Granada – Playing IMGAMEs with Groups

The IMGAME team went to Granada, Spain, in early November 2013 to play an Imitation Game on gender. We wanted to find out how well females were able to pretend to be males and males were able to pretend to be females.

Given the potential abundance of participants, we also decided to experiment with a different set-up for Step1. Normally, participants play the three roles – Judge, Pretender and Non-Pretender – on their own. Informed by an interesting paper on expert performance we wanted to test whether playing in groups had an effect on Judge questions and Non-Pretender answers which are retained after S1 (see here).

A comparative approach was chose to find this out. Instead of the usual 2 Step1 sessions, we played three separate session: 2 ‘individual’ sessions and 1 ‘group’ session. A total of 40 participants (20 males and 20 females) were involved in the two ‘individual’ session, whereas a total of 80 people (40 males and 40 females) participated in the group session. In each of the three sessions, 20 Imitation Games were played (which gave us a total of 40 ‘individual’ Imitation Games and 20 ‘group’ Imitation Games. No ‘special’ arrangements were made for Step2 and Step4, which meant that both Pretenders (S2) and Judges (S4) did not know whether they dealt with questions (S2) or dialogue sets (S4) generated by individuals or groups.

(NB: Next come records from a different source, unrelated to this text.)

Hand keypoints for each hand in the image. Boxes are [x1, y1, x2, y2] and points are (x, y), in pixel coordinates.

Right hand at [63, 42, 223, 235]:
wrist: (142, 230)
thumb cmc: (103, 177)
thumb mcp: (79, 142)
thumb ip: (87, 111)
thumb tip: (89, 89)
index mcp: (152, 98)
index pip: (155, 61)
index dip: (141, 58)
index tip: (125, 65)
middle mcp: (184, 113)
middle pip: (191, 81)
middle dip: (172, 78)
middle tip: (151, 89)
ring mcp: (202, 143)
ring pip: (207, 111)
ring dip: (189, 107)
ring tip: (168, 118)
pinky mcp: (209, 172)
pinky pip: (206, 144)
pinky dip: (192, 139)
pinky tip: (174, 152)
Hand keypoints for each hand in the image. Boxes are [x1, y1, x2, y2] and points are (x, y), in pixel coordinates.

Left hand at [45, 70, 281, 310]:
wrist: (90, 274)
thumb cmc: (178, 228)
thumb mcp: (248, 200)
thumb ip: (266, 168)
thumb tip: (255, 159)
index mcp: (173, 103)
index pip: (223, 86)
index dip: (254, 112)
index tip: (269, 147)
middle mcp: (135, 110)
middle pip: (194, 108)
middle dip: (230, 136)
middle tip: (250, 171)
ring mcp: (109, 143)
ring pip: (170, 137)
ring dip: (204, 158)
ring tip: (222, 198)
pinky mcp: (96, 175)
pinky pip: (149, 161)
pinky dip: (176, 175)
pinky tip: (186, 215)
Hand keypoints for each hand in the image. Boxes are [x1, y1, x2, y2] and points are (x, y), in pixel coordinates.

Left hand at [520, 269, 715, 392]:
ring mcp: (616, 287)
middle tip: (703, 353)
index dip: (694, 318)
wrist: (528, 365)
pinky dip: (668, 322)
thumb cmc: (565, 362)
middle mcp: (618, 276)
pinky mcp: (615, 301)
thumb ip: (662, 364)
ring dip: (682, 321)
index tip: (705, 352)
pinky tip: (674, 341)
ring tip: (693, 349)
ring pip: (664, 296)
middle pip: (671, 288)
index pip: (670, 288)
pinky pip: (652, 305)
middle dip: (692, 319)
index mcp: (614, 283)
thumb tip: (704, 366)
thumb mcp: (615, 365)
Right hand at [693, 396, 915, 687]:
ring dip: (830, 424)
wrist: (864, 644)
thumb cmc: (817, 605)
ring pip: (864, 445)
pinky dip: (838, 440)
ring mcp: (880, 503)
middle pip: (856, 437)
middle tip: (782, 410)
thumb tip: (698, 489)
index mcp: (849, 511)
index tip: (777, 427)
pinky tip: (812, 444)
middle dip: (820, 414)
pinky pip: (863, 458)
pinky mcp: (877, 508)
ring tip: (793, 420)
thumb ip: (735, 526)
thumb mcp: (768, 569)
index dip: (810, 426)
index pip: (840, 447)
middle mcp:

Completing the IMGAME within 5 days was a challenge as it was one of the largest IMGAMEs played to date – we had 120 participants at S1, 540 at S2 and 130 at S4 – but the results are very promising indeed. As the table below shows, the two group games produce the lowest Pass Rates when compared to the respective individual games. The ‘group effect’ is especially pronounced in the IG on ‘Femaleness’, i.e. the game where males pretend to be females.

group game

Another way of highlighting the group effect is to compare the Pass Rates that all the Dialogue Sets (DS), whether generated during individual or group play during Step1, produce:
group game II
The chart above shows the results of Dialogue Sets for individual games in grey and for group games in black (the lower the bars the lower the Pass Rate). The aggregated Pass Rate for individual games is also shown in grey, while the group game Pass Rate is shown in black. As can be seen the outcome of group-based DSs demonstrate much lower pass rates on average than individual-based DSs and the resulting mean pass rate for groups is strikingly lower than for individuals.

At this moment – the Granada game is the only one so far in which the group method has been tested – we can only speculate as to why there is a group effect.
One reason could be that putting S1 players in groups enhances their ability to ask challenging questions and provide better answers due to combining their different experiences. This is quite similar to a pub quiz where it is good to have a team in which members have different interests so that they can contribute to a questions from a variety of topics. Playing in groups might also produce a motivating effect as participants might enjoy playing the game more (as was evident in Granada where the atmosphere was very ‘lively’ during the group game session compared to the two individual game sessions) and spur each other on. These effects ought to reduce some of the ‘noise’ in the experiment, which enters when S1 Judges ask questions that are not challenging or when S1 Non-Pretenders are not able to answer questions competently. Reduced noise in these elements of the game should lead to reduced Pass Rates. Moreover, while questions and non-pretender answers are generated by groups at Step1, Pretenders in Step2 are on their own, which makes their task considerably harder and thus might also contribute to the lower Pass Rates.

Further qualitative analysis of the Step1 data from Granada is needed to find more about the reasons for the drop in Pass Rates. Such analysis might also shed light on another aspect of the results presented above: the Pass Rates in the ‘Femaleness’ game are generally lower than in the ‘Maleness’ game, which suggests that it is harder for Males to pretend to be Females than the other way around.